The answer must be every record below, reproduced exactly.

• Data records:
══════════════════════════════

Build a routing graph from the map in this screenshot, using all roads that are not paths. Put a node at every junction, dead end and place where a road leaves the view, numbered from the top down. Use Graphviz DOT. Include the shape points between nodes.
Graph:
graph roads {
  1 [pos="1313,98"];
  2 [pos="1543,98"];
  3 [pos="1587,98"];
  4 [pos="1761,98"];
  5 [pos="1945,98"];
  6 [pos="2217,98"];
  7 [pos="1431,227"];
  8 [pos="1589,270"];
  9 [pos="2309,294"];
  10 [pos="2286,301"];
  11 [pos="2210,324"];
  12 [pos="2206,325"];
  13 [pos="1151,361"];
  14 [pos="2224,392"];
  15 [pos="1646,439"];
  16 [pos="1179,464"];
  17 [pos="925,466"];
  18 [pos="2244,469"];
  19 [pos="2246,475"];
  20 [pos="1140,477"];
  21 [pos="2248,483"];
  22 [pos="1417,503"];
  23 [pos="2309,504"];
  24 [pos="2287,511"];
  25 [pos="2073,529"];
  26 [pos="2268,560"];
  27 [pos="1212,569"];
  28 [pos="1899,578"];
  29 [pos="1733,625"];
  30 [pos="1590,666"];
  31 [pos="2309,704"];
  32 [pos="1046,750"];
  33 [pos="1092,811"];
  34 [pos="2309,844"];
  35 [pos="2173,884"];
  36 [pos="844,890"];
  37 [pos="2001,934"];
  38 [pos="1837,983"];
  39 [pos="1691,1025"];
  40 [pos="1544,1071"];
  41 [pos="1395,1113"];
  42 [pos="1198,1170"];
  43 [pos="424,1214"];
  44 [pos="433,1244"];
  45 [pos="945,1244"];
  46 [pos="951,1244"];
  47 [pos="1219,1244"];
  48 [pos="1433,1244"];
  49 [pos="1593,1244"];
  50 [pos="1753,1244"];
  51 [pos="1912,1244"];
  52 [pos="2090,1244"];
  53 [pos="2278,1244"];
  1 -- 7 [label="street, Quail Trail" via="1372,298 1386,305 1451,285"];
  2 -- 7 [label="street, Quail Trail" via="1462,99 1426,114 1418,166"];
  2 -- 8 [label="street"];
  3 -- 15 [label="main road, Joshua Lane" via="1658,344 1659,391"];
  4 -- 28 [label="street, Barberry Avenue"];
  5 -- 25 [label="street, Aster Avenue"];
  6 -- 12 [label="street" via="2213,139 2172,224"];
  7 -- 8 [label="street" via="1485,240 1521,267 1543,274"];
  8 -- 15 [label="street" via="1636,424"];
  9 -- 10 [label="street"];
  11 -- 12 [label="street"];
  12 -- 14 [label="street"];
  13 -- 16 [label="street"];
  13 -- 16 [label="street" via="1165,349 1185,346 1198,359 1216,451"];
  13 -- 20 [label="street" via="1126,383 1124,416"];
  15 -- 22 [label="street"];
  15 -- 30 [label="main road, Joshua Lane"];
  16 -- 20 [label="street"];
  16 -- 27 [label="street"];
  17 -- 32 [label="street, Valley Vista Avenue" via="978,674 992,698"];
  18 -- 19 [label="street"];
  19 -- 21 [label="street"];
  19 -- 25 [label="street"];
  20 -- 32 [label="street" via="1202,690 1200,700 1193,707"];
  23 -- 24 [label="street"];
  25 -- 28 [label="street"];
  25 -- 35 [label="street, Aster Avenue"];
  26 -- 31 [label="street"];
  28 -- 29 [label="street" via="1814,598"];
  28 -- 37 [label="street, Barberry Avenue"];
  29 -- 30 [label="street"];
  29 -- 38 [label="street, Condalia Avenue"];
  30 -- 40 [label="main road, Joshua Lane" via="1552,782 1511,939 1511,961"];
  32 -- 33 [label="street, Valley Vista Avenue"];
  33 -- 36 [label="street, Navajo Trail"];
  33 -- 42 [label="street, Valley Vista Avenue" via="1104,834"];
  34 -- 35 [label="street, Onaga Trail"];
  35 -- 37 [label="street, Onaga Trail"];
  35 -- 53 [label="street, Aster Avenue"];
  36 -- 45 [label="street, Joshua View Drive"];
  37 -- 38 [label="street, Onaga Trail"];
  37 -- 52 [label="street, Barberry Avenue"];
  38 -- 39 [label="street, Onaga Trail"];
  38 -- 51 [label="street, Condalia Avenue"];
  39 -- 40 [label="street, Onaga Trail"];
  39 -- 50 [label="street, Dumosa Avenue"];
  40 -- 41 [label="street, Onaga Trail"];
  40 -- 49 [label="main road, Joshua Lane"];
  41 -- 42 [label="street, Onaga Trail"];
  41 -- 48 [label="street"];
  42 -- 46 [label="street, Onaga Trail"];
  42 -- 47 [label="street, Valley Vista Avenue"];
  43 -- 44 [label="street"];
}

══════════════════════════════

• Solution to this problem:
Build a routing graph from the map in this screenshot, using all roads that are not paths. Put a node at every junction, dead end and place where a road leaves the view, numbered from the top down. Use Graphviz DOT. Include the shape points between nodes.
Graph:
graph roads {
  1 [pos="1313,98"];
  2 [pos="1543,98"];
  3 [pos="1587,98"];
  4 [pos="1761,98"];
  5 [pos="1945,98"];
  6 [pos="2217,98"];
  7 [pos="1431,227"];
  8 [pos="1589,270"];
  9 [pos="2309,294"];
  10 [pos="2286,301"];
  11 [pos="2210,324"];
  12 [pos="2206,325"];
  13 [pos="1151,361"];
  14 [pos="2224,392"];
  15 [pos="1646,439"];
  16 [pos="1179,464"];
  17 [pos="925,466"];
  18 [pos="2244,469"];
  19 [pos="2246,475"];
  20 [pos="1140,477"];
  21 [pos="2248,483"];
  22 [pos="1417,503"];
  23 [pos="2309,504"];
  24 [pos="2287,511"];
  25 [pos="2073,529"];
  26 [pos="2268,560"];
  27 [pos="1212,569"];
  28 [pos="1899,578"];
  29 [pos="1733,625"];
  30 [pos="1590,666"];
  31 [pos="2309,704"];
  32 [pos="1046,750"];
  33 [pos="1092,811"];
  34 [pos="2309,844"];
  35 [pos="2173,884"];
  36 [pos="844,890"];
  37 [pos="2001,934"];
  38 [pos="1837,983"];
  39 [pos="1691,1025"];
  40 [pos="1544,1071"];
  41 [pos="1395,1113"];
  42 [pos="1198,1170"];
  43 [pos="424,1214"];
  44 [pos="433,1244"];
  45 [pos="945,1244"];
  46 [pos="951,1244"];
  47 [pos="1219,1244"];
  48 [pos="1433,1244"];
  49 [pos="1593,1244"];
  50 [pos="1753,1244"];
  51 [pos="1912,1244"];
  52 [pos="2090,1244"];
  53 [pos="2278,1244"];
  1 -- 7 [label="street, Quail Trail" via="1372,298 1386,305 1451,285"];
  2 -- 7 [label="street, Quail Trail" via="1462,99 1426,114 1418,166"];
  2 -- 8 [label="street"];
  3 -- 15 [label="main road, Joshua Lane" via="1658,344 1659,391"];
  4 -- 28 [label="street, Barberry Avenue"];
  5 -- 25 [label="street, Aster Avenue"];
  6 -- 12 [label="street" via="2213,139 2172,224"];
  7 -- 8 [label="street" via="1485,240 1521,267 1543,274"];
  8 -- 15 [label="street" via="1636,424"];
  9 -- 10 [label="street"];
  11 -- 12 [label="street"];
  12 -- 14 [label="street"];
  13 -- 16 [label="street"];
  13 -- 16 [label="street" via="1165,349 1185,346 1198,359 1216,451"];
  13 -- 20 [label="street" via="1126,383 1124,416"];
  15 -- 22 [label="street"];
  15 -- 30 [label="main road, Joshua Lane"];
  16 -- 20 [label="street"];
  16 -- 27 [label="street"];
  17 -- 32 [label="street, Valley Vista Avenue" via="978,674 992,698"];
  18 -- 19 [label="street"];
  19 -- 21 [label="street"];
  19 -- 25 [label="street"];
  20 -- 32 [label="street" via="1202,690 1200,700 1193,707"];
  23 -- 24 [label="street"];
  25 -- 28 [label="street"];
  25 -- 35 [label="street, Aster Avenue"];
  26 -- 31 [label="street"];
  28 -- 29 [label="street" via="1814,598"];
  28 -- 37 [label="street, Barberry Avenue"];
  29 -- 30 [label="street"];
  29 -- 38 [label="street, Condalia Avenue"];
  30 -- 40 [label="main road, Joshua Lane" via="1552,782 1511,939 1511,961"];
  32 -- 33 [label="street, Valley Vista Avenue"];
  33 -- 36 [label="street, Navajo Trail"];
  33 -- 42 [label="street, Valley Vista Avenue" via="1104,834"];
  34 -- 35 [label="street, Onaga Trail"];
  35 -- 37 [label="street, Onaga Trail"];
  35 -- 53 [label="street, Aster Avenue"];
  36 -- 45 [label="street, Joshua View Drive"];
  37 -- 38 [label="street, Onaga Trail"];
  37 -- 52 [label="street, Barberry Avenue"];
  38 -- 39 [label="street, Onaga Trail"];
  38 -- 51 [label="street, Condalia Avenue"];
  39 -- 40 [label="street, Onaga Trail"];
  39 -- 50 [label="street, Dumosa Avenue"];
  40 -- 41 [label="street, Onaga Trail"];
  40 -- 49 [label="main road, Joshua Lane"];
  41 -- 42 [label="street, Onaga Trail"];
  41 -- 48 [label="street"];
  42 -- 46 [label="street, Onaga Trail"];
  42 -- 47 [label="street, Valley Vista Avenue"];
  43 -- 44 [label="street"];
}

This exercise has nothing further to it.